Rising violence in Xinjiang due to extremists rejecting Beijing's 'care': Official

This picture taken on June 6, 2014 shows security forces participating in a military drill in Hetian, northwest China's Xinjiang region. An extremist minority that rejects the Chinese Communist Party's "care" is to blame for rising violence stem
This picture taken on June 6, 2014 shows security forces participating in a military drill in Hetian, northwest China's Xinjiang region. An extremist minority that rejects the Chinese Communist Party's "care" is to blame for rising violence stemming from China's restive Xinjiang region, an official said on Thursday. -- PHOTO: AFP

BEIJING (AFP) - An extremist minority that rejects the Chinese Communist Party's "care" is to blame for rising violence stemming from China's restive Xinjiang region, an official said on Thursday.

Separatists from the autonomous western region have been blamed for a wave of deadly incidents across China in recent months, including a bloody attack in the Xinjiang capital Urumqi in May which left 43 dead.

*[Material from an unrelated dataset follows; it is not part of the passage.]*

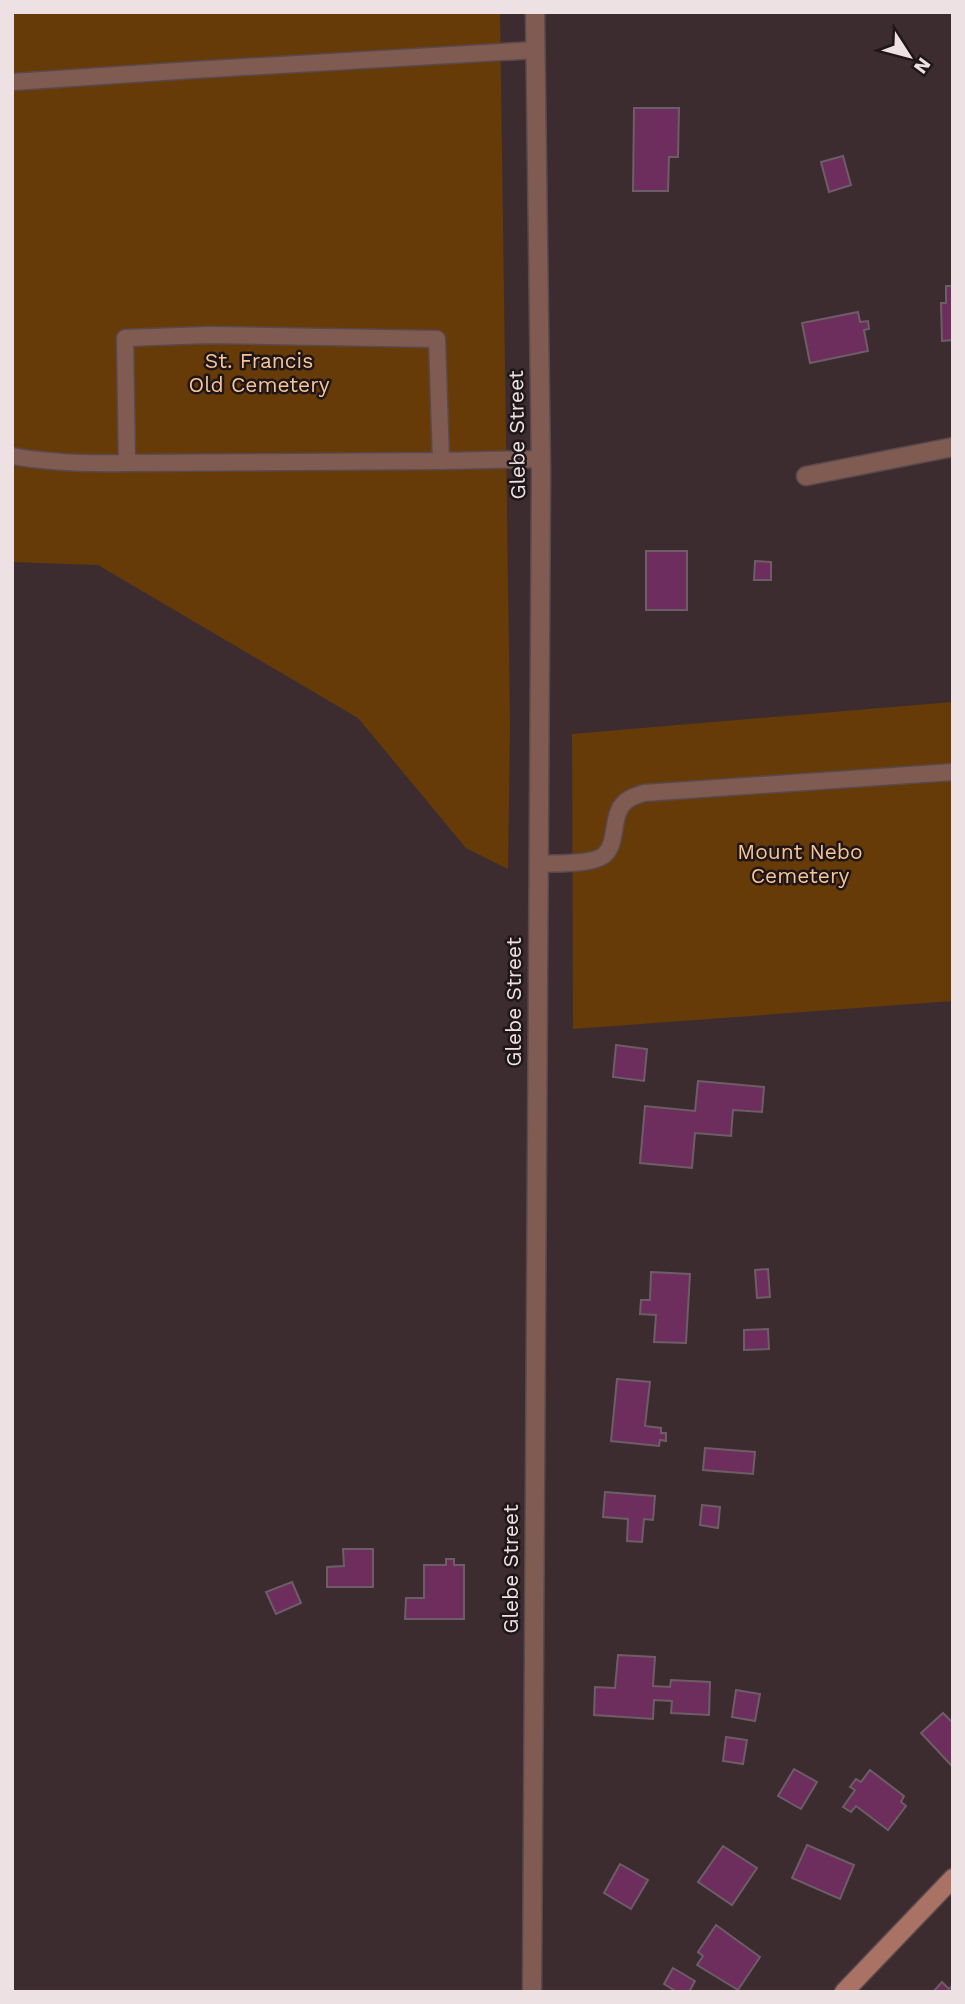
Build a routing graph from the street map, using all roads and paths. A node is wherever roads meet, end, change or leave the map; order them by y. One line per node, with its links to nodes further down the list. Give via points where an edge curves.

"The big picture of stability in Xinjiang is controllable and good," Mr Shi Dagang, vice-chairman of the Xinjiang regional government, told a press conference in Beijing.

"The common people side with the party and government because they have felt the party's care and the country's warmth, and that's the reason for the violent forces, extremists and separatists making trouble," he said. "In Xinjiang only very few individuals are engaged in terrorism activities."

In March, a group of knife-wielding assailants killed 29 people at Kunming Railway Station in the south-western province of Yunnan, an attack dubbed "China's 9/11", which officials blamed on Xinjiang separatists.

Exile groups representing Xinjiang's mainly Muslim Uighurs claim cultural oppression and intrusive security measures imposed by the Chinese government are the main causes of tension in the volatile region.

Immigration by majority Han, China's biggest ethnic group, has also led to decades of discrimination and economic inequality, rights groups claim.

Beijing, however, has long attributed Xinjiang-linked attacks to overseas-based terror groups, and claims the government has helped improve the standard of living in the region and pursued policies to develop its economy.

The authorities have launched a crackdown in Xinjiang, sentencing nine people to death last week on terrorism-related charges.

Information about the vast region bordering Central Asia is difficult to verify independently, with foreign and local journalists subject to heavy restrictions.

Mr Shi and several other officials met journalists to discuss the fourth China-Eurasia Expo, a conference set to be held in Urumqi in September.